- **EXERCISE GOAL**: Across the entries that follow, how many lines have the word "graph" in them? Give only the number.

- **SUPPLIED MATERIAL**:

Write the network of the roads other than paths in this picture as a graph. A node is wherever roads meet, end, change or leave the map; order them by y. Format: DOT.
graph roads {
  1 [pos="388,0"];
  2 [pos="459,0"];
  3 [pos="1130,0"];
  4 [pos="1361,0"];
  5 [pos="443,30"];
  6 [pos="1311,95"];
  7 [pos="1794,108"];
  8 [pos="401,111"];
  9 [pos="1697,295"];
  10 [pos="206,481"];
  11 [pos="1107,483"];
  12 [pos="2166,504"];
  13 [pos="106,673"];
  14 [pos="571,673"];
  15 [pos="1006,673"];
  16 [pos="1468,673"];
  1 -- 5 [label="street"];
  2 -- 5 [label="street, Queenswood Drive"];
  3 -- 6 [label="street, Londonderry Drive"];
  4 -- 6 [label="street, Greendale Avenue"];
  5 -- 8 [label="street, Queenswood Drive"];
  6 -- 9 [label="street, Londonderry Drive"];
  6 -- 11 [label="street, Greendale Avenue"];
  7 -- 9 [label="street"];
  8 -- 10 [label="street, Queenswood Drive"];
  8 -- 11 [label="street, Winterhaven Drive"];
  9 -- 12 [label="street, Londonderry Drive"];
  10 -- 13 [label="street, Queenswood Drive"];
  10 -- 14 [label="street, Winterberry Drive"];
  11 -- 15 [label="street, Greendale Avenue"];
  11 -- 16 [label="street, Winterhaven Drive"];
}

- **RESULT**: 2